I also have to say, I really dislike the statement that we shouldn’t write user-friendly modules just because NixOS already has a reputation of being hard to use. The very concept of this seems brutally toxic to me. There are plenty of modules where I benefit from others putting in the hard work of making things user-friendly (e.g. boot.initrd, I’m blissfully unaware of the majority of what that module does). Why shouldn’t I provide the same service for others, and ultimately make the OS more easily usable for more people?

I believe that’s not what you’re trying to say, to be fair. I agree people shouldn’t be copying from random youtubers, but wikis aren’t a much better source IMO - the lack of peer review makes them inherently volatile, so I don’t think they’re much more trustworthy than a random youtuber. Things done by random youtubers/bloggers/etc. will usually end up dominant on wikis because their viewerbase will keep copying what they see elsewhere into the wiki.

Rather than continuously spending the effort to clean up inadvertent vandalism, why not fix the API and its first-party documentation so that people don’t need to rely on third-party sources? Once we’ve done that, sure, I’m happy blaming someone who uses kepler when their GPU is turing, but I think we can accept some blame for the current situation.

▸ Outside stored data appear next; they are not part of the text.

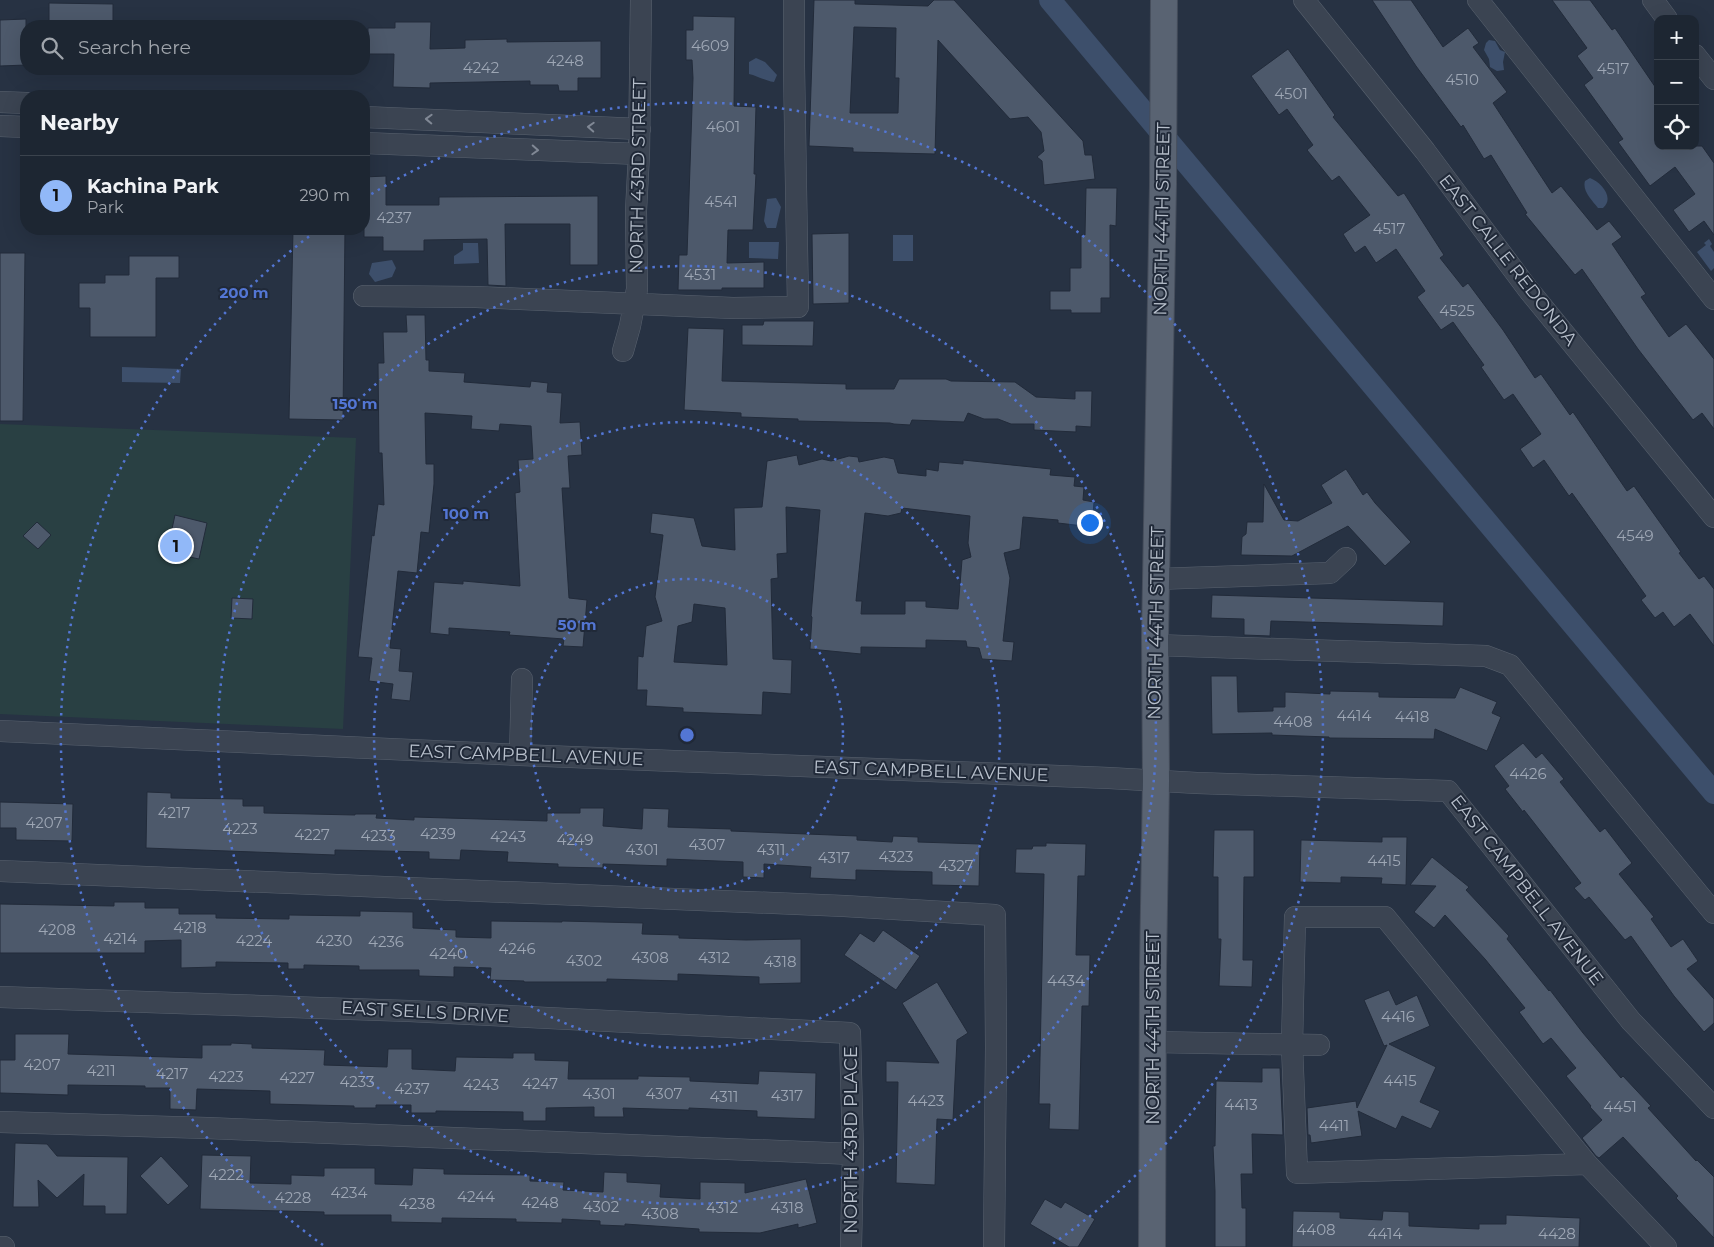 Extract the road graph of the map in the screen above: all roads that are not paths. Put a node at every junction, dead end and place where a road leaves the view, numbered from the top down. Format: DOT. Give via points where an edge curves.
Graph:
graph roads {
  1 [pos="641,0"];
  2 [pos="794,0"];
  3 [pos="1164,0"];
  4 [pos="1304,0"];
  5 [pos="1478,0"];
  6 [pos="1653,0"];
  7 [pos="1664,15"];
  8 [pos="1699,60"];
  9 [pos="1714,79"];
  10 [pos="0,102"];
  11 [pos="20,103"];
  12 [pos="370,117"];
  13 [pos="498,122"];
  14 [pos="0,126"];
  15 [pos="20,127"];
  16 [pos="640,129"];
  17 [pos="370,143"];
  18 [pos="497,148"];
  19 [pos="639,154"];
  20 [pos="364,296"];
  21 [pos="1714,299"];
  22 [pos="634,304"];
  23 [pos="623,351"];
  24 [pos="1714,517"];
  25 [pos="1346,558"];
  26 [pos="1156,579"];
  27 [pos="1156,645"];
  28 [pos="522,679"];
  29 [pos="0,731"];
  30 [pos="520,755"];
  31 [pos="1156,781"];
  32 [pos="0,872"];
  33 [pos="1714,913"];
  34 [pos="0,997"];
  35 [pos="850,1033"];
  36 [pos="1152,1042"];
  37 [pos="1292,1045"];
  38 [pos="1319,1045"];
  39 [pos="1714,1108"];
  40 [pos="0,1122"];
  41 [pos="853,1154"];
  42 [pos="1587,1164"];
  43 [pos="0,1247"];
  44 [pos="4,1247"];
  45 [pos="851,1247"];
  46 [pos="994,1247"];
  47 [pos="1152,1247"];
  48 [pos="1666,1247"];
  1 -- 16 [label="street, NORTH 43RD STREET"];
  2 -- 22 [label="street" via="798,307"];
  3 -- 26 [label="main road, NORTH 44TH STREET"];
  4 -- 24 [label="street, EAST CALLE REDONDA" via="1425,151 1527,288"];
  5 -- 21 [label="street"];
  6 -- 7 [label="street"];
  8 -- 9 [label="street"];
  10 -- 11 [label="street"];
  13 -- 12 [label="street, one-way"];
  16 -- 13 [label="street, one-way"];
  13 -- 18 [label="street"];
  14 -- 15 [label="street"];
  16 -- 19 [label="street, NORTH 43RD STREET"];
  17 -- 18 [label="street"];
  18 -- 19 [label="street, one-way"];
  19 -- 22 [label="street, NORTH 43RD STREET"];
  20 -- 22 [label="street"];
  22 -- 23 [label="street, NORTH 43RD STREET"];
  25 -- 26 [label="street" via="1330,572"];
  26 -- 27 [label="main road, NORTH 44TH STREET"];
  27 -- 31 [label="main road, NORTH 44TH STREET"];
  27 -- 33 [label="street" via="1486,656 1510,665"];
  28 -- 30 [label="street"];
  29 -- 30 [label="street, EAST CAMPBELL AVENUE"];
  30 -- 31 [label="street, EAST CAMPBELL AVENUE"];
  31 -- 36 [label="main road, NORTH 44TH STREET"];
  31 -- 39 [label="street, EAST CAMPBELL AVENUE" via="1448,791 1631,1021"];
  32 -- 46 [label="street" via="995,915"];
  34 -- 35 [label="street, EAST SELLS DRIVE" via="409,1011"];
  35 -- 41 [label="street, NORTH 43RD PLACE"];
  36 -- 37 [label="street"];
  36 -- 47 [label="main road, NORTH 44TH STREET"];
  37 -- 38 [label="street"];
  37 -- 42 [label="street" via="1297,1173"];
  37 -- 42 [label="street" via="1295,917 1385,917"];
  40 -- 41 [label="street"];
  41 -- 45 [label="street, NORTH 43RD PLACE"];
  42 -- 48 [label="street"];
  43 -- 44 [label="street"];
} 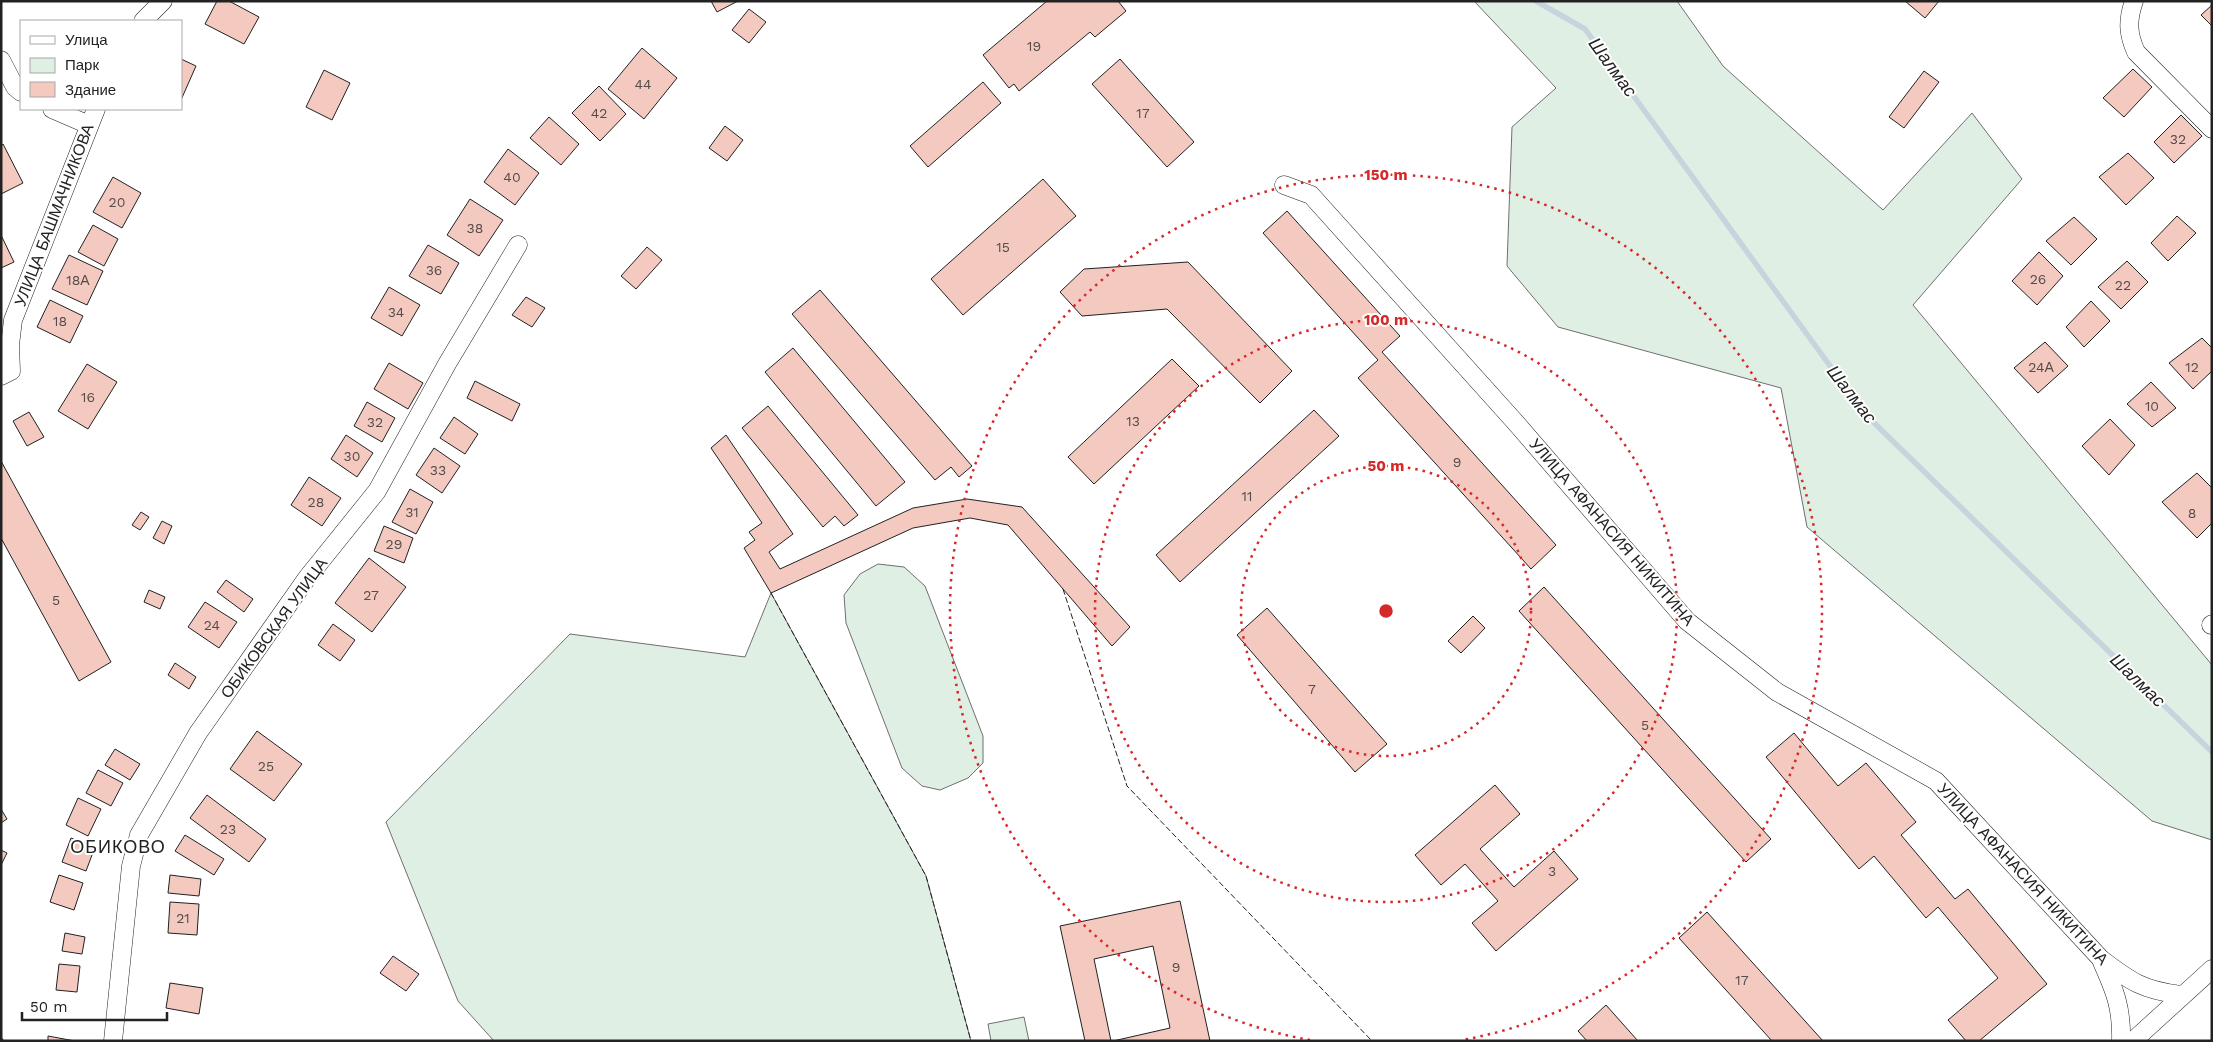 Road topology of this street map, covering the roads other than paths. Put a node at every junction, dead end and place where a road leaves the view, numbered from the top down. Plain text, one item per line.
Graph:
1 (163, 1) edge
2 (2134, 1) edge
3 (144, 20) edge
4 (1, 60) edge
5 (20, 91) edge
6 (57, 110) edge
7 (92, 117) edge
8 (2212, 129) edge
9 (1284, 185) dead end
10 (518, 245) dead end
11 (1, 376) edge
12 (2101, 959) junction
13 (2212, 969) edge
14 (2181, 995) junction
15 (113, 1041) edge
16 (2122, 1041) edge
17 (2133, 1041) edge

1 - 3 street
2 - 8 street
4 - 5 street
6 - 7 street
7 - 11 street, УЛИЦА БАШМАЧНИКОВА
9 - 12 street, УЛИЦА АФАНАСИЯ НИКИТИНА
10 - 15 street, ОБИКОВСКАЯ УЛИЦА
12 - 14 street, УЛИЦА АФАНАСИЯ НИКИТИНА
12 - 16 street
13 - 14 street
14 - 17 street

That’s true. And in most cases nowadays it’s not required because it just works™. However you can stop a person from copying stuff blindly without understanding it and creating even more problems.

I agree the Nvidia situation isn’t great, but it’s definitely better than it was 10 years ago.

That’s fair. And even now NixOS does a lot of the heavy lifting when dealing with Nvidia. And I believe this is part of the reason we’re having this discussion now - so that we aren’t like the other distros.

Oh, not at all. I’m sorry it has come out this way, this was never my intention. All I said was that I think we should restructure it and make it work better for both modern and “legacy” (X11) setups while also keeping the datacenter users happy.

I’ve never ever meant to sound this way. I’m all in for more user friendliness. And that’s why I proposed to have better documentation as well as maybe introduce warnings or errors to some of the options - so that users don’t shoot themselves in the foot by mistake.

As a person who was on Gentoo for many many years, and Arch before that, I disagree. A well-maintained Wiki is 1000 times better than anything other than well documented code.

And that’s why the edit history exists and people can be notified if they did something wrong on the Wiki so it’s not done consecutively.

There are many moving parts to a working system and it’s on us to do our best to keep it that way.

1 Like

You’re not the only one who’s used other distros :wink: I’m pretty sure a number of people in this thread have been around since before Arch existed as a distro, and we’ve all been distro hoppers at one point.

IMO NixOS is a very different beast from those two distros; neither of them provide infrastructure-as-code. Packages can’t provide anywhere near the same level of documentation, API or configuration surface a NixOS module can.

Ideally, the NixOS module docs and manual should make wikis completely supefluous; the only reason they don’t is because we don’t have the manpower Arch/Gentoo have for maintaining their wikis working on NixOS module docs. We also don’t have that manpower available for wiki maintenance; hence the NixOS wiki’s sorry state.

Either way, I don’t think the fact that we could be writing docs implies that we shouldn’t also be writing better API surfaces. We seem to ultimately agree:

… so I don’t really see what you’re arguing against here. That’s precisely what I’m proposing.

1 Like

I thought you were implying I said somewhere that we shouldn’t write user-friendly modules, please excuse me if that wasn’t towards me but just a general statement :sweat_smile:

Overall I’m glad we’ve come to the conclusion that we agree with each other. Now we should find a way to reach a common starting ground and hopefully speak with the maintainers of Nvidia.